• WHAT YOU NEED TO DO
From the entries, copy every line that carries the string "order".

• DATA FOR REVIEW
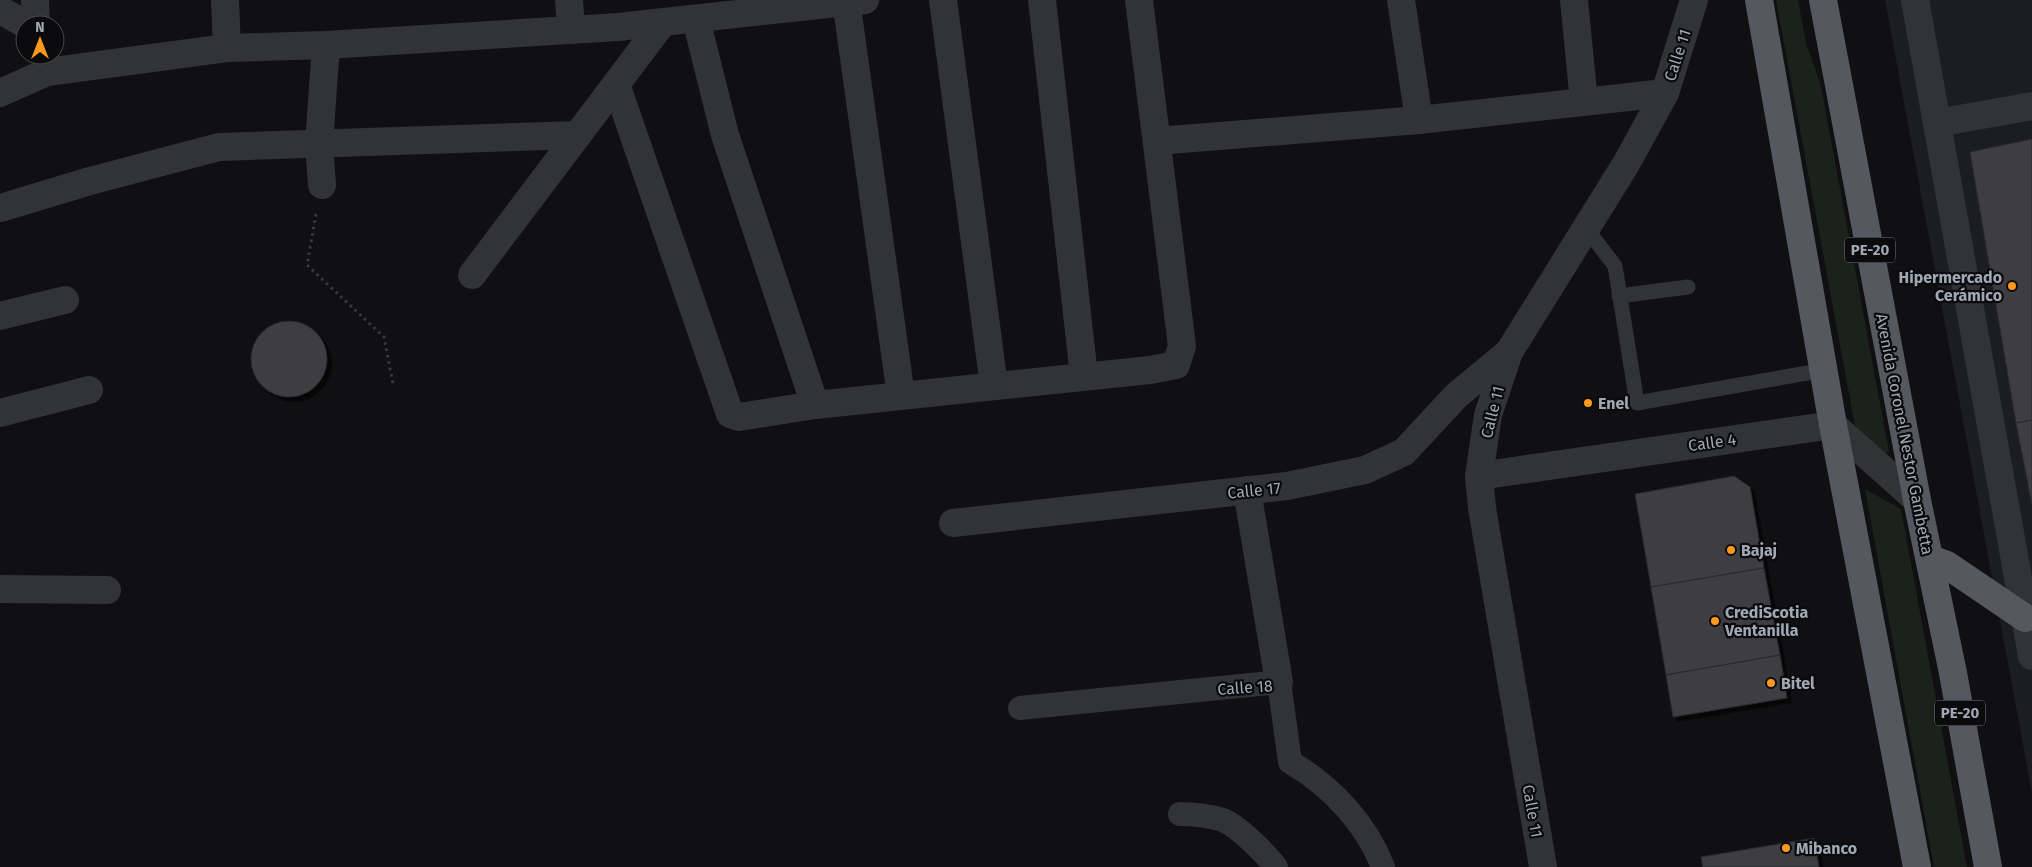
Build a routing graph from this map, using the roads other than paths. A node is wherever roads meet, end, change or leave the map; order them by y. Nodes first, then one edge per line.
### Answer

...

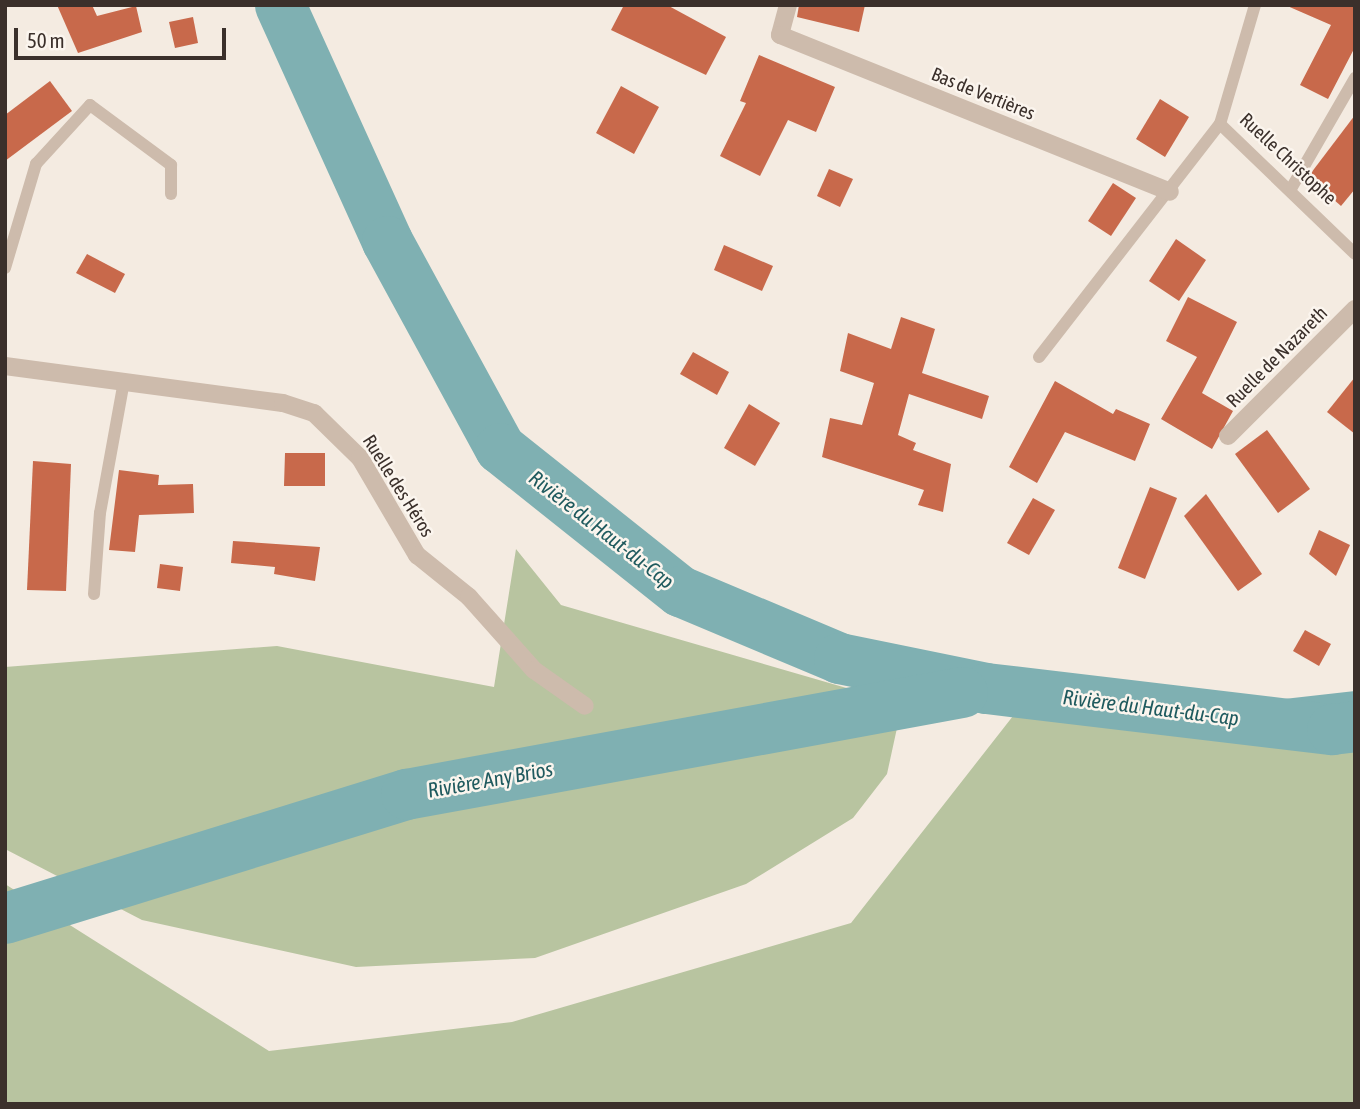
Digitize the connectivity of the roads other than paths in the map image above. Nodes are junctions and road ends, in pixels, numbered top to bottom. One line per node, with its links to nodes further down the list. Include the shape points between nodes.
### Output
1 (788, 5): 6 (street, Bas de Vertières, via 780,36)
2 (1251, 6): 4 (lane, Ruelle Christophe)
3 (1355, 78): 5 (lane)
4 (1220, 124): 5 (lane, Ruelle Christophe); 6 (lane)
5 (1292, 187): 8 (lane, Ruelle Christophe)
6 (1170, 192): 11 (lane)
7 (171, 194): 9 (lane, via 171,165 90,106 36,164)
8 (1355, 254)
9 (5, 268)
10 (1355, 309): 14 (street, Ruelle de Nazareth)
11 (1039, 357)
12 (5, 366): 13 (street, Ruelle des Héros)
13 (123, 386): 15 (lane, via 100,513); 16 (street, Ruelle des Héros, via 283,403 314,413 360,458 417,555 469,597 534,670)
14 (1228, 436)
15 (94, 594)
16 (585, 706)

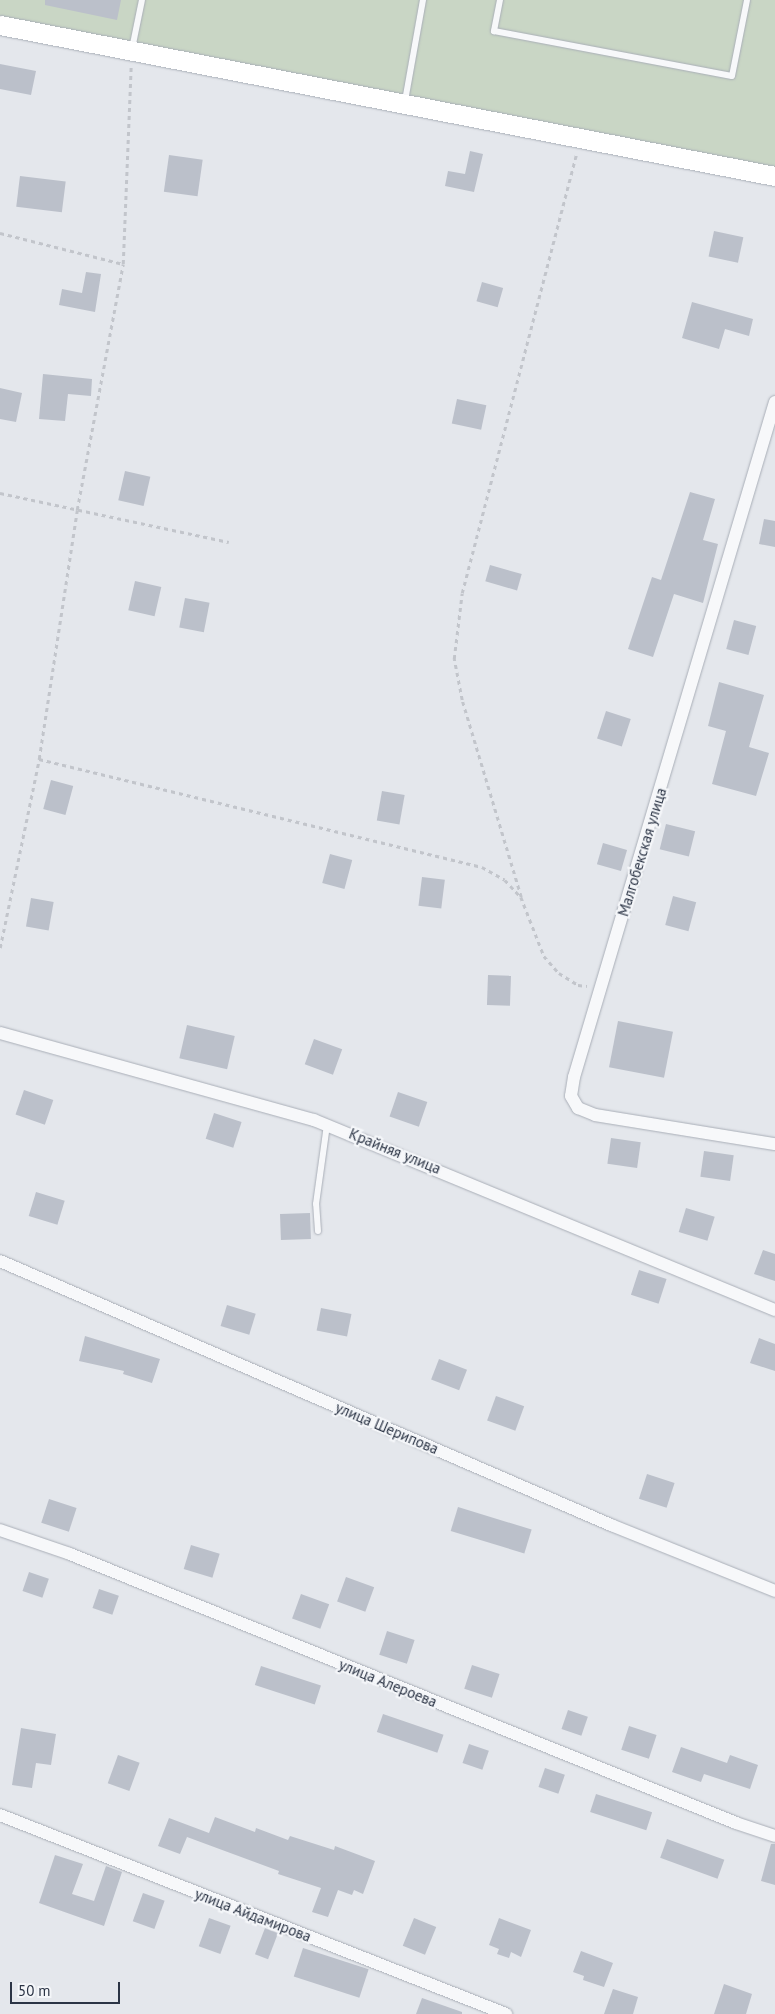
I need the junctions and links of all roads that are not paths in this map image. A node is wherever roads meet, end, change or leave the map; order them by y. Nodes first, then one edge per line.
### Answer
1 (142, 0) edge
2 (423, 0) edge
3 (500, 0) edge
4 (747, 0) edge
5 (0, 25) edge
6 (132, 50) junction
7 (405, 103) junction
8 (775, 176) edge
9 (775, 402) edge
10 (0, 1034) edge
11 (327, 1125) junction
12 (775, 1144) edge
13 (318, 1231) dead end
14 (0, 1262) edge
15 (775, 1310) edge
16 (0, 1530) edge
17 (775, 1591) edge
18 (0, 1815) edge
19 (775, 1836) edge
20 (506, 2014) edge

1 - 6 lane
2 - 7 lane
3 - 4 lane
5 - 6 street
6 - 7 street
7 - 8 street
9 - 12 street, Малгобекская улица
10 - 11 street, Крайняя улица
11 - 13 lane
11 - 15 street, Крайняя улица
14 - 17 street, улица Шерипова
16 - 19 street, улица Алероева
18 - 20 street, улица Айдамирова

...

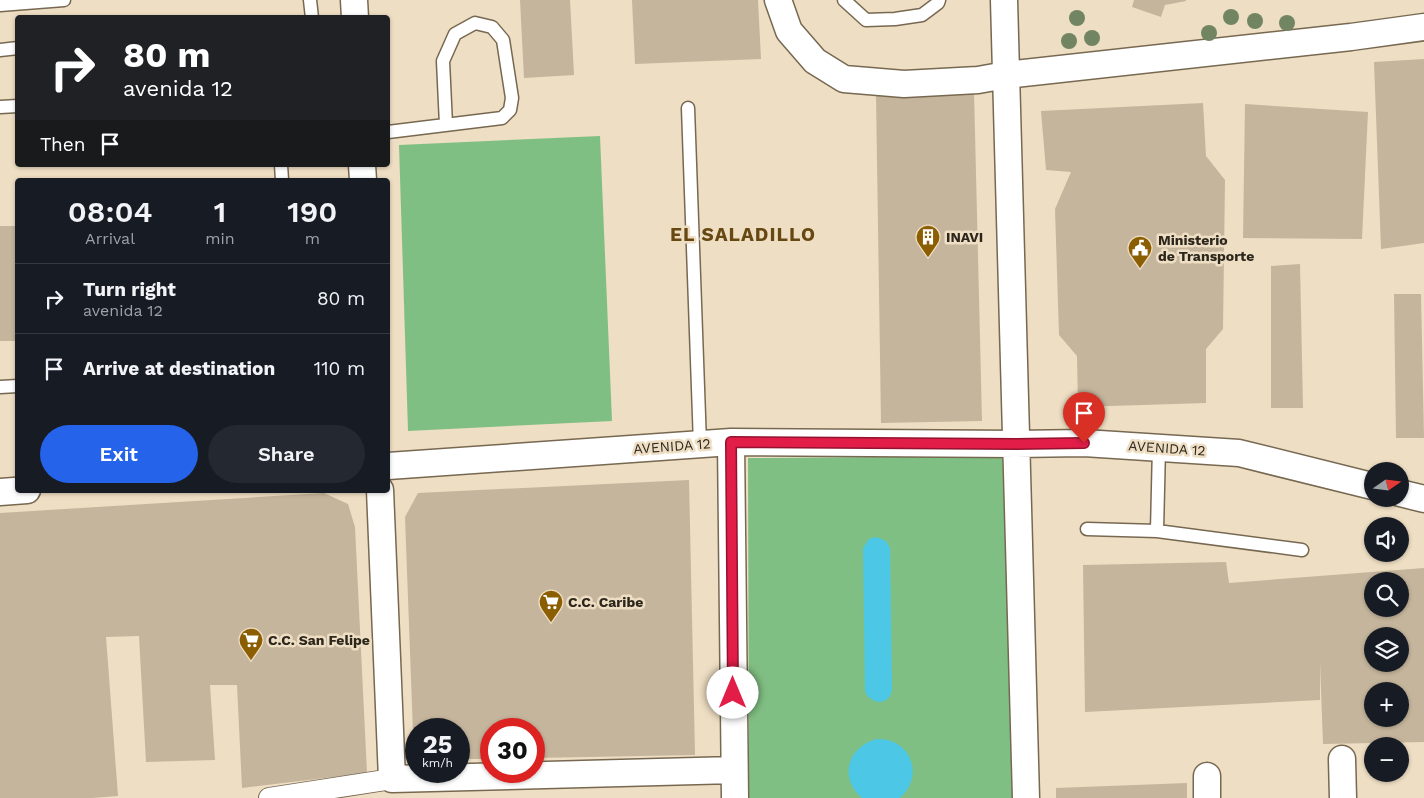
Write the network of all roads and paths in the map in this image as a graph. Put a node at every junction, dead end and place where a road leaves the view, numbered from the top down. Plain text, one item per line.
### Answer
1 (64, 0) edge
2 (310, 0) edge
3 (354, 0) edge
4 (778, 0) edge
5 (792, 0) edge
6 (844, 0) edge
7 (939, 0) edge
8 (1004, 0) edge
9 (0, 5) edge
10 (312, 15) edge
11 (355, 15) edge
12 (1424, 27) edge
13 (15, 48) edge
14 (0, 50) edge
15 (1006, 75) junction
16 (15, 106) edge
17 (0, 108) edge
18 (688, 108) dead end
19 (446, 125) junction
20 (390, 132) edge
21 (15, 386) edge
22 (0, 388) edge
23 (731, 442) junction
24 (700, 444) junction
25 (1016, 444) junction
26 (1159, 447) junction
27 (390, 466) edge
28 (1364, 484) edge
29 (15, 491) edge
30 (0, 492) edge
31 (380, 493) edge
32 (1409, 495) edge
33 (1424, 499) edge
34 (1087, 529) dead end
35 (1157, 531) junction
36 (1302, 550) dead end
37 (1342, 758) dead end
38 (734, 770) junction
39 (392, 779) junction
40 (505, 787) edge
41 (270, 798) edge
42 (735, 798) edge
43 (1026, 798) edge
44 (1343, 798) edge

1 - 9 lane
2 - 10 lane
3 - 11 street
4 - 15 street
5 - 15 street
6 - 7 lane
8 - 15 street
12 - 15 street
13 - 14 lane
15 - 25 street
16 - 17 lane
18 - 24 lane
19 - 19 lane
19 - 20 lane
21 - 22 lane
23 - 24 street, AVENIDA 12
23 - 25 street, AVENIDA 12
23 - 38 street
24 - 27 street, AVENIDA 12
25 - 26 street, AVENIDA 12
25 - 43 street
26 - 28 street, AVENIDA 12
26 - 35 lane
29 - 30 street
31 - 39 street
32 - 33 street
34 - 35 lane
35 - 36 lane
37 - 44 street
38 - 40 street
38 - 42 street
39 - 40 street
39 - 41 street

• EXPECTED ANSWER
Build a routing graph from this map, using the roads other than paths. A node is wherever roads meet, end, change or leave the map; order them by y. Nodes first, then one edge per line.
I need the junctions and links of all roads that are not paths in this map image. A node is wherever roads meet, end, change or leave the map; order them by y. Nodes first, then one edge per line.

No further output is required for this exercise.